Auch wenn die türkische Zentralbank gegen den Willen Erdogans die Zinsen anheben sollte, wäre nicht sicher, ob sie damit gegen die aktuelle Lira-Schwäche ankäme. Zweifel daran wurden bestärkt, als die Notenbank im November erstmals seit fast drei Jahren den Leitzins auf das jetzige Niveau von acht Prozent anhob. Die Lira konnten sie dadurch nur vorübergehend stützen, schon bald fiel sie weiter. Die gefährliche Medizin war verabreicht, die Krankheit blieb. Staatschef Erdogan tobte. Die Notenbanker stehen unter großem Druck, der selbstherrliche Präsident pocht auf niedrige Zinsen.

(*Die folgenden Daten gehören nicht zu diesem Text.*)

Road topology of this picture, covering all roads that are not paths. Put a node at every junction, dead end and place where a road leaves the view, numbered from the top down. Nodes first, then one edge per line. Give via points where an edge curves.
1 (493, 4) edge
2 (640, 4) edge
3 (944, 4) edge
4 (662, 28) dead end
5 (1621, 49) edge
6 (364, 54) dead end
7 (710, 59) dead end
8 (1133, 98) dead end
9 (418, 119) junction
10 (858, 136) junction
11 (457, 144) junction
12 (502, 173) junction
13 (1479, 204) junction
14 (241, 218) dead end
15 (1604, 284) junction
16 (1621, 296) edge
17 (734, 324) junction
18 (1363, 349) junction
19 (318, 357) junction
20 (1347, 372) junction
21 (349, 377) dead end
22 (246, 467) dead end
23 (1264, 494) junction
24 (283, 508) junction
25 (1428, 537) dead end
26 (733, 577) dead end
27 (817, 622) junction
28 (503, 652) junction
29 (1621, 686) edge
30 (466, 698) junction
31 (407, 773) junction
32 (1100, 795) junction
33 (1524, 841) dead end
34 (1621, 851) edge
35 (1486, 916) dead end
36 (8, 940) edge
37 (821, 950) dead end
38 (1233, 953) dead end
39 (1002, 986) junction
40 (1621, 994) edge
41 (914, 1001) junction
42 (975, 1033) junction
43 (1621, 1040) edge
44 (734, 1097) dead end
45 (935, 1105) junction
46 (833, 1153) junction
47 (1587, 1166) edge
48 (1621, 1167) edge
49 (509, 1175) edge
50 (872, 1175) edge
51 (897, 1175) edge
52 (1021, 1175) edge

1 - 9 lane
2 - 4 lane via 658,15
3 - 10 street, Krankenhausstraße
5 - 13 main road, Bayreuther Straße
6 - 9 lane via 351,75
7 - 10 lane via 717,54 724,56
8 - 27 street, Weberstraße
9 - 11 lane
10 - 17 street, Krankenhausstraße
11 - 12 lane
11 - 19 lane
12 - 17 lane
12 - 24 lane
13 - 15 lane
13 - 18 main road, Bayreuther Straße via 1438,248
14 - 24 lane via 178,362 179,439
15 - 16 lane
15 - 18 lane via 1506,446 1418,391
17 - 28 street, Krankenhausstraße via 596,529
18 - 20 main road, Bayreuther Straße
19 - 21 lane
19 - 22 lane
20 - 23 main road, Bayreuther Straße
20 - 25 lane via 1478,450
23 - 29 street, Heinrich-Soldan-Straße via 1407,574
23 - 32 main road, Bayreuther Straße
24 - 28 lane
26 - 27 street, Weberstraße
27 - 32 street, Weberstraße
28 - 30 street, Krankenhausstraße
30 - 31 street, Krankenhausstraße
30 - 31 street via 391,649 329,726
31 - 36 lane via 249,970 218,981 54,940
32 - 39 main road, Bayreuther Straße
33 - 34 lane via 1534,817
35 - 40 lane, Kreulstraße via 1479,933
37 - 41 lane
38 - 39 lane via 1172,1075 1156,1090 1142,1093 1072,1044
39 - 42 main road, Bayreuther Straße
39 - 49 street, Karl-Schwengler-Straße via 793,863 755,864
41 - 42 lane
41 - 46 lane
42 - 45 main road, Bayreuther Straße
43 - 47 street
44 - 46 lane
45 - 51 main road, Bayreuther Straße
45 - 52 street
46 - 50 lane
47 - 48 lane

Die Regierung versucht, die Lage in den Griff zu bekommen, indem sie die Banken zur verstärkten Kreditvergabe auffordert. Die Finanzinstitute sollten jedem Unternehmen Darlehen gewähren, das auch nur das "geringste Lebenszeichen" zeige, lautet die Vorgabe von Vize-Ministerpräsident Nurettin Canikli. Die Regierung hatte im Dezember einen staatlichen Garantiefonds für Kreditgeschäfte im Volumen von umgerechnet 61 Milliarden Euro aufgelegt, den Banken bei der Darlehensvergabe an Unternehmen in Anspruch nehmen können. Und es seien schon beträchtliche Summen abgerufen worden, versichert Canikli.